A few months ago, I increased my Notion use from a curious experiment to a preferred tool. I even dropped my use of OmniFocus and Bear in preference for Notion as my day-to-day notebook. Perhaps I’ll share more about that in the future. One side project idea was to build some plugins to sit on top of Notion. I’m not even sure what they would be, but it seemed like an exciting space.

I’m not doing Notion Plugins because I’m still learning how to use Notion and how I want to use Notion. I think there are some opportunities to build “blocks” to help host live data sections on Notion pages. I envision a product dashboard that combines outwardly owned data (like sales and analytics) and pairs those views alongside project plans or daily standups.

Personal Blog Rewrite

Spoilers: This is what I am doing.

The first commit to this repo / blog system was in December of 2018. The site as it lives today is a static site generated with Hugo and hosted on a simple Linode webserver. It works well enough, but my wants/needs are changing.

The first opportunity for improvement is to solve a bit of dysfunction in how I publish web content.

Most of my tweet-like content gets posted to Micro.blog and then cross-posted to Twitter and Mastodon. Sometimes I post directly to Twitter because I want to embed a video, and frankly, the cross-posting from Micro.blog does not match how I expect that to work.

For longer content, I’ll compose a post for this blog, which involves:

  • Using hugo new to create the file.
  • Editing the content (usually first in VS Code and then in Grammarly).
  • Committing the new files.
  • Pushing it to GitHub.
  • Waiting for it to publish (which is usually pretty fast).
  • Manually build a Micro.blog post to share the link (that will be cross-posted).

The whole process is cumbersome.

I want my website to become the true home to all my published content with this project.
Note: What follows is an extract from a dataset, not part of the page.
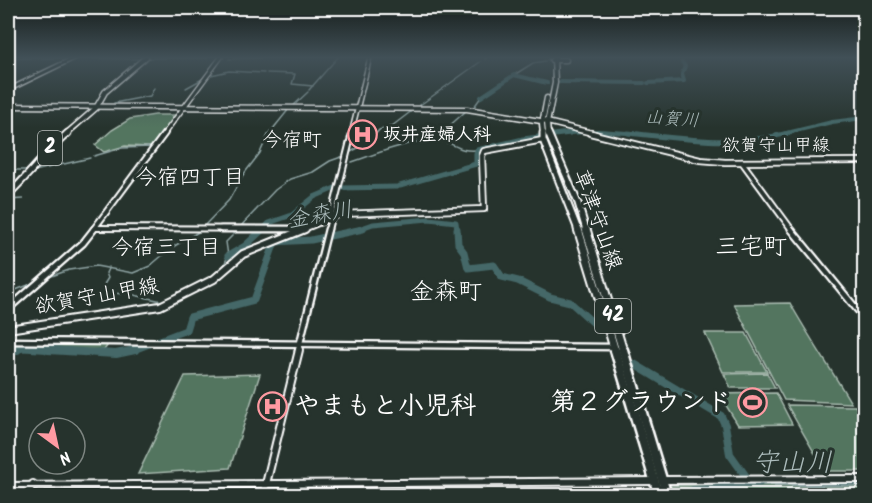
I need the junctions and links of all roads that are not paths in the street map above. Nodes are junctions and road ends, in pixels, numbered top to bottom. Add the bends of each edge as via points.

I am still interested in having content on social media, but I want my short-form content and long-form content to be intertwined into a single stream that is hosted on my domain. I want a single place on the web where I can compose a message, attach some media, and hit publish. Everything is on my site, but social media shares are generated automatically, in a format I find acceptable.
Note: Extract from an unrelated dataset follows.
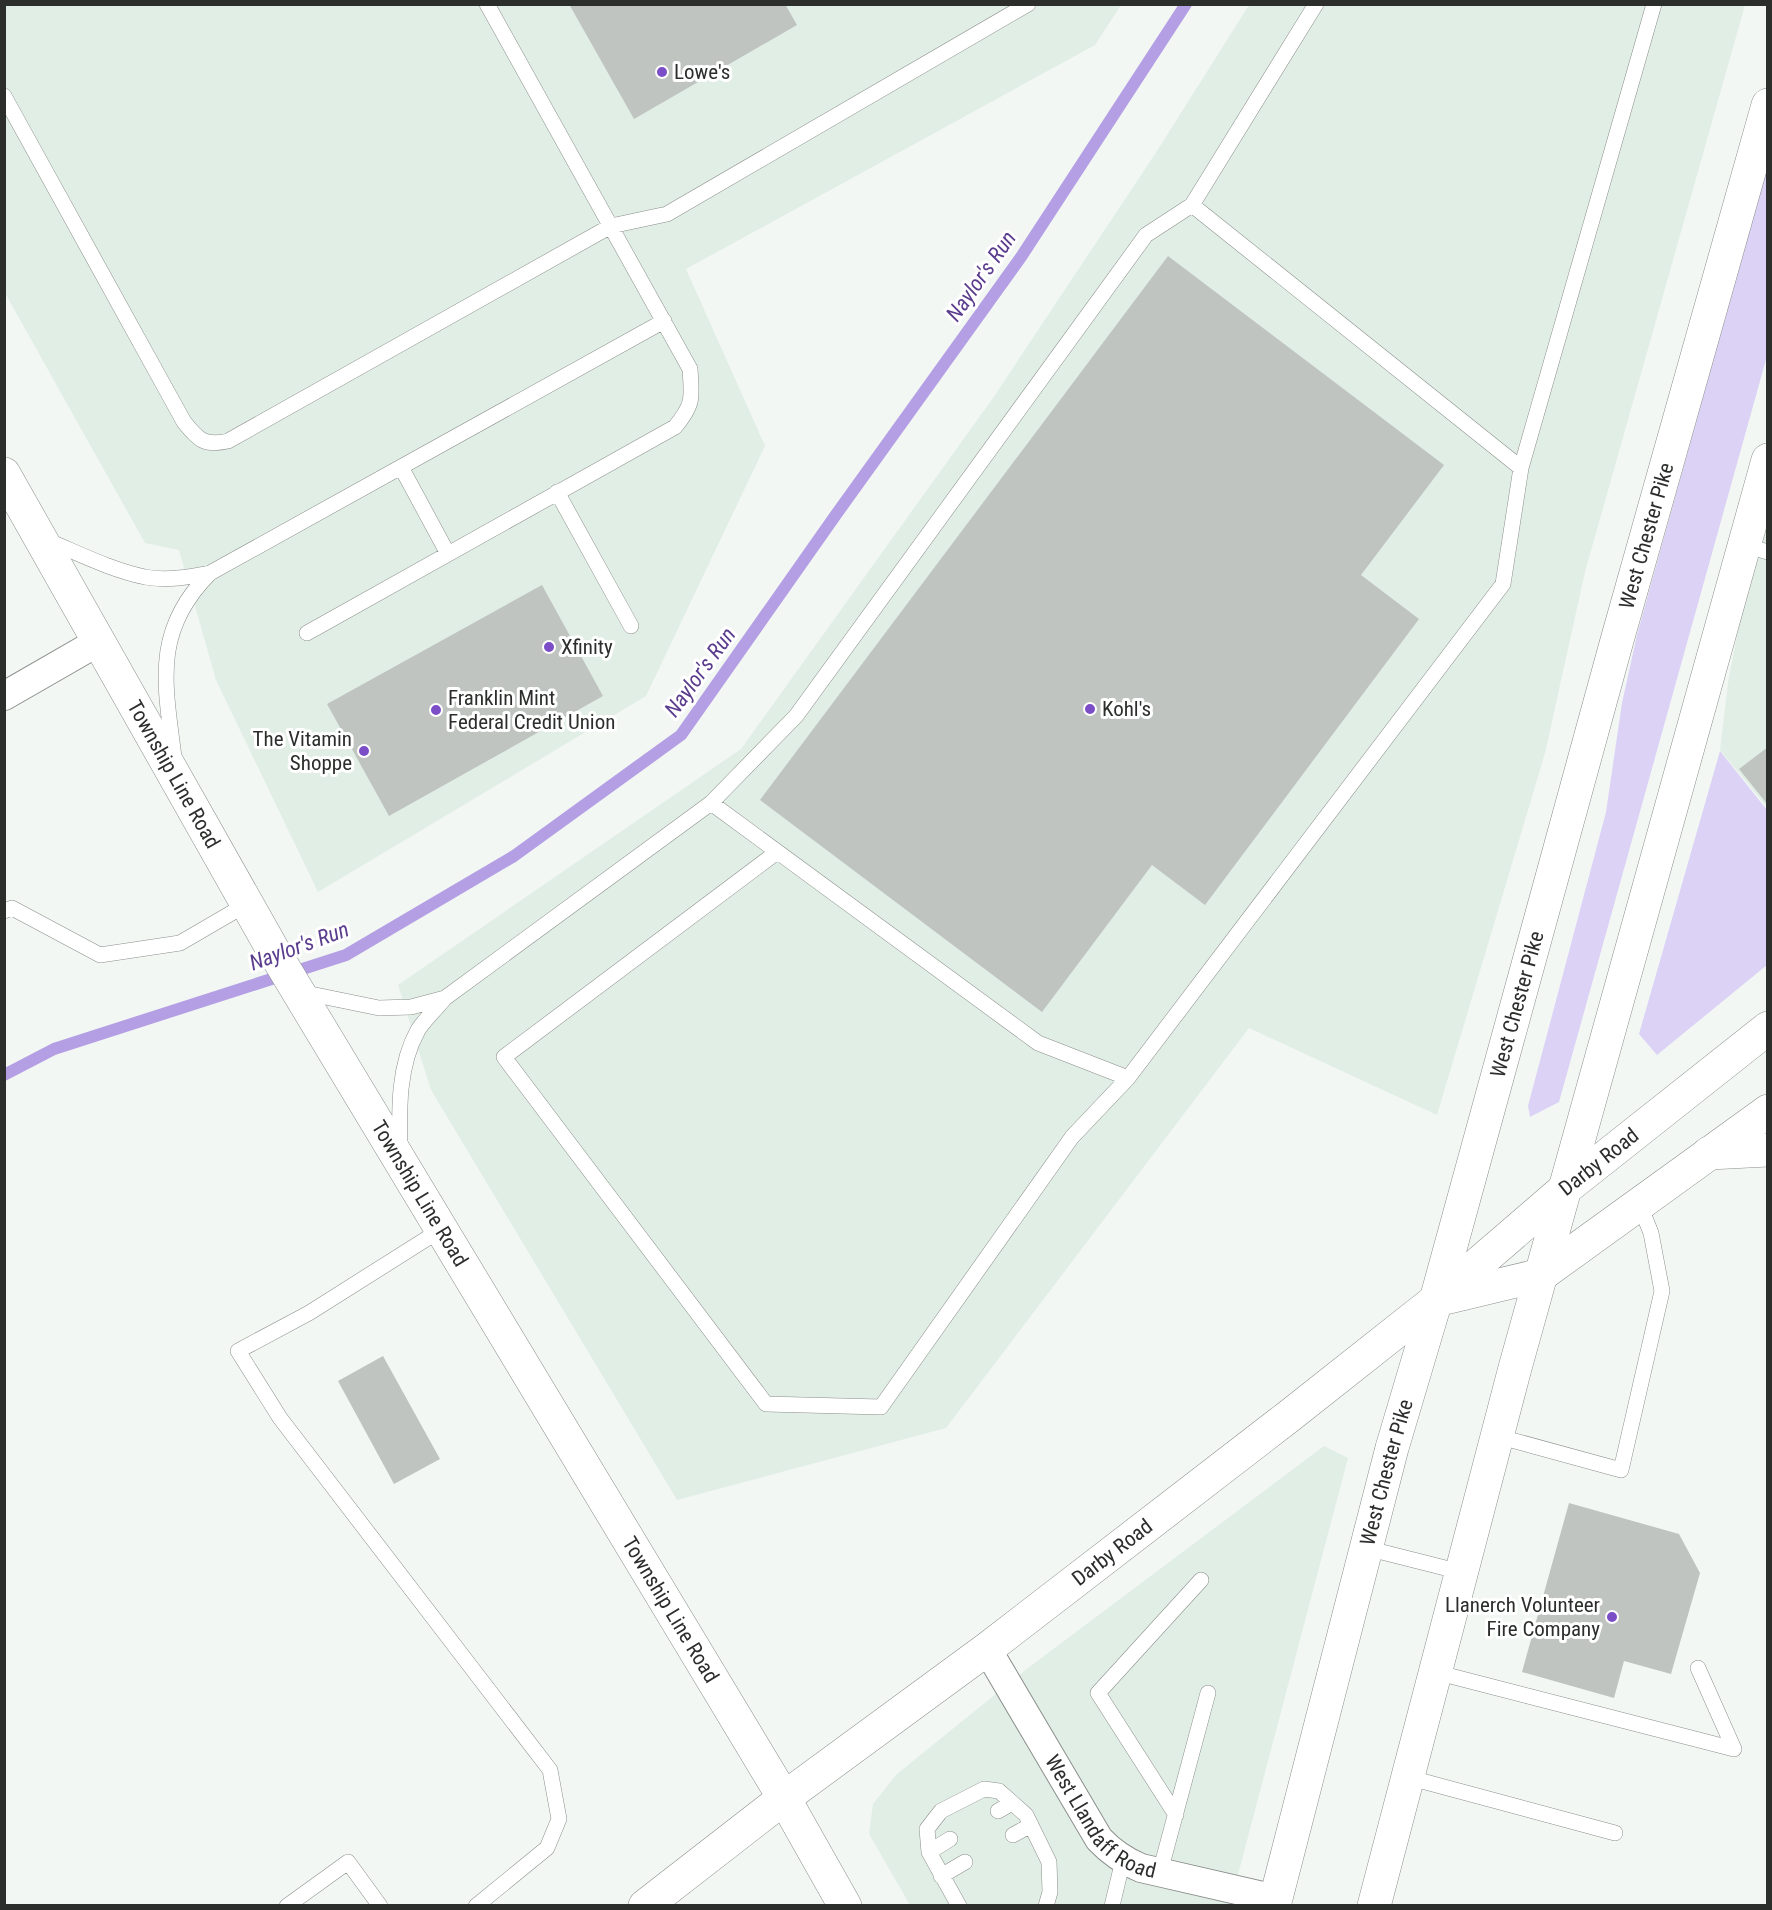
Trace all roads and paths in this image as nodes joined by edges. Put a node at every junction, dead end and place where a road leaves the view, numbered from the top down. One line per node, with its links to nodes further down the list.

In many ways, this is the promise of Micro.blog, but I never really embraced it. I always had my website separate and used Micro.blog purely for tweet-like content. If this were just about the user experience, I might more strongly consider using Micro.blog, but as I said in the beginning, this is more about a technical exploration, so I’ll build it out myself.

Technical Plans

  • The core will use a CQRS / event-source style code architecture. Total overkill for the needs of a blog, but as this is a learning opportunity, I want to give it a try.
  • I’ll use Tailwind and a rich collection of Phoenix components to structure the UI. There won’t be much interactivity on the user side, but the admin area will have some places for me to play. I’m very interested in the developer tooling around component design and management, so I’m hoping something interesting will come out of my time here.
  • While the cross-posting will be an internal module at first, I think it is possible to share it more broadly if it is successful. To speak to specific behaviors, I thought the Micro.blog cross-posting feature lacked good observability into what is in progress and managing the format and exception handling (when the share content breaks the platform validation rules).

Challenges and Risks

  • Importing the old blog content will be a chore but something worth doing. Specifically, I’d like to have better accessibility constraints around media and will likely have to patch older posts with better captions and metadata.
  • Not using an out-of-the-box blog system will put notable stress on me to maintain the code and deployment. It will likely be more complex and costly than it was hosting a static website.

I’ll do my best to share as I go. If you have any questions, let me know.